=== Dataset excerpts ===

<<<<

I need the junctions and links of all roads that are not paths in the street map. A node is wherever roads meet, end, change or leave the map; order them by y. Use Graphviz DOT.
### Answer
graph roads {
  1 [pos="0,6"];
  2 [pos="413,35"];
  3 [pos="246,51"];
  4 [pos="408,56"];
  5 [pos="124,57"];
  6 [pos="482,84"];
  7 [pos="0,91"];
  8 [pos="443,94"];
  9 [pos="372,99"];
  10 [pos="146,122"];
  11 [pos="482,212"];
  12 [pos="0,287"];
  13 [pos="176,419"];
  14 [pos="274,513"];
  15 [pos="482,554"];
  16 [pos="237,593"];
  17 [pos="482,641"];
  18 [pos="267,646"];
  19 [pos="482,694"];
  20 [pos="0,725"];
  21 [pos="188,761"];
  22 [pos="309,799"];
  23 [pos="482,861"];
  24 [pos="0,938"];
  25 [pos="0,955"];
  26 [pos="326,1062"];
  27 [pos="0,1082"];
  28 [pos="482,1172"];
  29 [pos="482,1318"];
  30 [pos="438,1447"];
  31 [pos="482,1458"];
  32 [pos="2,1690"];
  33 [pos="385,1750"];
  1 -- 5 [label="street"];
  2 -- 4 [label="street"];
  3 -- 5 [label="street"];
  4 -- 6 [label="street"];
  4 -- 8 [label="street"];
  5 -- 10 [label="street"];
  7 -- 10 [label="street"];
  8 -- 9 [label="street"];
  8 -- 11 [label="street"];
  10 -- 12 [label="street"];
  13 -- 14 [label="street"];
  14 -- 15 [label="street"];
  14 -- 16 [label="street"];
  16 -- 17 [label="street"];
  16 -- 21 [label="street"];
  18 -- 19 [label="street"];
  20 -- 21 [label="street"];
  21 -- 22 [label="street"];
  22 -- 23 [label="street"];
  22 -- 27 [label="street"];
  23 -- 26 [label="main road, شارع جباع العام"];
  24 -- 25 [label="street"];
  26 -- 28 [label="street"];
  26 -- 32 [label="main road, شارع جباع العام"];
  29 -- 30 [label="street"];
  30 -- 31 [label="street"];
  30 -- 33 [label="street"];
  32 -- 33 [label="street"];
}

>>>>
<<<<

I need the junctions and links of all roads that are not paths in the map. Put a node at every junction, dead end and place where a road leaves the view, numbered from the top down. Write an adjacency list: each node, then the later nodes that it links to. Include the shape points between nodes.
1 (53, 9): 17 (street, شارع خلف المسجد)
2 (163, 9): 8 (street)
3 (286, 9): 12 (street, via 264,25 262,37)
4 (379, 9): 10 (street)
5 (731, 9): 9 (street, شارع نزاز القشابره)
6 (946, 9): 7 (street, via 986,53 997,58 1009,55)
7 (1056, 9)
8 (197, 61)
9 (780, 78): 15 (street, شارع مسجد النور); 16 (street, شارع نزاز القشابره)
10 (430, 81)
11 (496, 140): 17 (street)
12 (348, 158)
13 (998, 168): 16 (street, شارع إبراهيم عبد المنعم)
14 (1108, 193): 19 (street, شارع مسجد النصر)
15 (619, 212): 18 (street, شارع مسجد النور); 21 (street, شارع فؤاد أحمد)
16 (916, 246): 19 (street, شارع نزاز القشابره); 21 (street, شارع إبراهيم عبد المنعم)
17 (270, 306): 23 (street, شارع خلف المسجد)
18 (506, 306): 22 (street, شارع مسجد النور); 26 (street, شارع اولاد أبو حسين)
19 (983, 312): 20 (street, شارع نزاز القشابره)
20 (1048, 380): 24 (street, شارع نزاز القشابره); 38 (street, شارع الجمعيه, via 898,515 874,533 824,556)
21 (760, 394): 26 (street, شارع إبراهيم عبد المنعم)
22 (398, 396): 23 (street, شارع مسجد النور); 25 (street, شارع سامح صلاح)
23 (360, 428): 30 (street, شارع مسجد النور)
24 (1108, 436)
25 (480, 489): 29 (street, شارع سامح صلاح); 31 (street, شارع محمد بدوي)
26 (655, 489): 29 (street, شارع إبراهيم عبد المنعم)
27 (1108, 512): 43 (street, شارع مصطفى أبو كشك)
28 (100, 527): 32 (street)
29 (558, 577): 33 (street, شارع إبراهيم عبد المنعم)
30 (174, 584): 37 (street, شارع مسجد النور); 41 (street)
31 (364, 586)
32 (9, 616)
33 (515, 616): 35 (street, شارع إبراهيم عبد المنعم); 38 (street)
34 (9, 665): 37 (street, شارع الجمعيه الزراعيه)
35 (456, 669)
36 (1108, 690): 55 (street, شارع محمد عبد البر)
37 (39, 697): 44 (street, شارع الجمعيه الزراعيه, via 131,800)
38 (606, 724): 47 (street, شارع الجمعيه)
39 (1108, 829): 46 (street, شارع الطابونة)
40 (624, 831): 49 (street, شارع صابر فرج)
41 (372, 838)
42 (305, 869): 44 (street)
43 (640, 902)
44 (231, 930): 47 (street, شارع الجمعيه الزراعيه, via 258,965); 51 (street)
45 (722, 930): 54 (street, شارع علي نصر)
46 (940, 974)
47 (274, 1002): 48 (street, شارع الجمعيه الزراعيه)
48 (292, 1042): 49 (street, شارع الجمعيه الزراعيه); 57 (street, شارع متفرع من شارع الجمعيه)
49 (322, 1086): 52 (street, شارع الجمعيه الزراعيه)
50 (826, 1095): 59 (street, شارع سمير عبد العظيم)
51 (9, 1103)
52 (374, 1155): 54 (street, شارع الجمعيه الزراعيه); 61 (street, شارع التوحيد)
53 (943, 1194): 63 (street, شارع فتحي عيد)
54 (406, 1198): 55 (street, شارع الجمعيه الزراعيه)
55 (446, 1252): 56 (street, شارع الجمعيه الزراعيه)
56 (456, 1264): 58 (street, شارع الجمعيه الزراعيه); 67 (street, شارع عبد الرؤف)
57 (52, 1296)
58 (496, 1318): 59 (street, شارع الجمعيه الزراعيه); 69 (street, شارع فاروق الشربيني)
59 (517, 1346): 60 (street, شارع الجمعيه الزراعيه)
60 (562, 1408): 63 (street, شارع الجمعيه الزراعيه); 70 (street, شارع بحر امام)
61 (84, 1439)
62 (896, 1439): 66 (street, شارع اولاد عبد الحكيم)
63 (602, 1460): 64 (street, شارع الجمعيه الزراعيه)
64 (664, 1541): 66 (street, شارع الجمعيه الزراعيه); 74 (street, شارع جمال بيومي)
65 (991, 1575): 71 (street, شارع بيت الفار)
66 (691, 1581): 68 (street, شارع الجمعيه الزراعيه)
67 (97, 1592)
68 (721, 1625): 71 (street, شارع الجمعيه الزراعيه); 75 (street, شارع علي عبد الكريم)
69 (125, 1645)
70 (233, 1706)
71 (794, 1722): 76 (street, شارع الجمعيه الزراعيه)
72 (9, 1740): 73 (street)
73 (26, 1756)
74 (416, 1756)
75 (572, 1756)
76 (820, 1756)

>>>>
<<<<

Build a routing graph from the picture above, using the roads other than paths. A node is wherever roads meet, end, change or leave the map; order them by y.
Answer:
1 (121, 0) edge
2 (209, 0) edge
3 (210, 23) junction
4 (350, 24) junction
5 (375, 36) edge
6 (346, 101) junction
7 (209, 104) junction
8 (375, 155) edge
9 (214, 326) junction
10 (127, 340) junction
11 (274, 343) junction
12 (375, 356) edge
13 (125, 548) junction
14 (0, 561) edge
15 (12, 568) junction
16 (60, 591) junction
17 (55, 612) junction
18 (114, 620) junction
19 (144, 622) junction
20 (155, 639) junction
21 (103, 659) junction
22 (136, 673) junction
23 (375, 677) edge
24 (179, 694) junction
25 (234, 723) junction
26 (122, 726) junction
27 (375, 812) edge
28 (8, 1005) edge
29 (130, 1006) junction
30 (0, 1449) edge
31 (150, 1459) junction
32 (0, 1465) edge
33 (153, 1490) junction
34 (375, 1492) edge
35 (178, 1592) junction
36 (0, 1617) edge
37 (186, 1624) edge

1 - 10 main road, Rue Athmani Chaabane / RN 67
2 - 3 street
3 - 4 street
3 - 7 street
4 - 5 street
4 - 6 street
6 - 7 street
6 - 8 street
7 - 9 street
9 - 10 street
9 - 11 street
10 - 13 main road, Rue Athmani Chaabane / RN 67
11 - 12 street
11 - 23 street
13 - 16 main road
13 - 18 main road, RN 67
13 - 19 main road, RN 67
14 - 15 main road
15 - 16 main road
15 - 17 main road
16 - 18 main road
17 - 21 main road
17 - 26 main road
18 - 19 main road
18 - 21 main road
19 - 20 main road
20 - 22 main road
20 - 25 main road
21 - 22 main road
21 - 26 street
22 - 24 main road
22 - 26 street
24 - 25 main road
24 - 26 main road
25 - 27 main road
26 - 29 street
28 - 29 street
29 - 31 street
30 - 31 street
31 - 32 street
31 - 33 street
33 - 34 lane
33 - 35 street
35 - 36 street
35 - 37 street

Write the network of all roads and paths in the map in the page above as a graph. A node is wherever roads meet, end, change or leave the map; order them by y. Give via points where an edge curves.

>>>>

Select every line of the material above holding the word "them" and copy it.

=== Written answer ===
I need the junctions and links of all roads that are not paths in the street map. A node is wherever roads meet, end, change or leave the map; order them by y. Use Graphviz DOT.
Build a routing graph from the picture above, using the roads other than paths. A node is wherever roads meet, end, change or leave the map; order them by y.
Write the network of all roads and paths in the map in the page above as a graph. A node is wherever roads meet, end, change or leave the map; order them by y. Give via points where an edge curves.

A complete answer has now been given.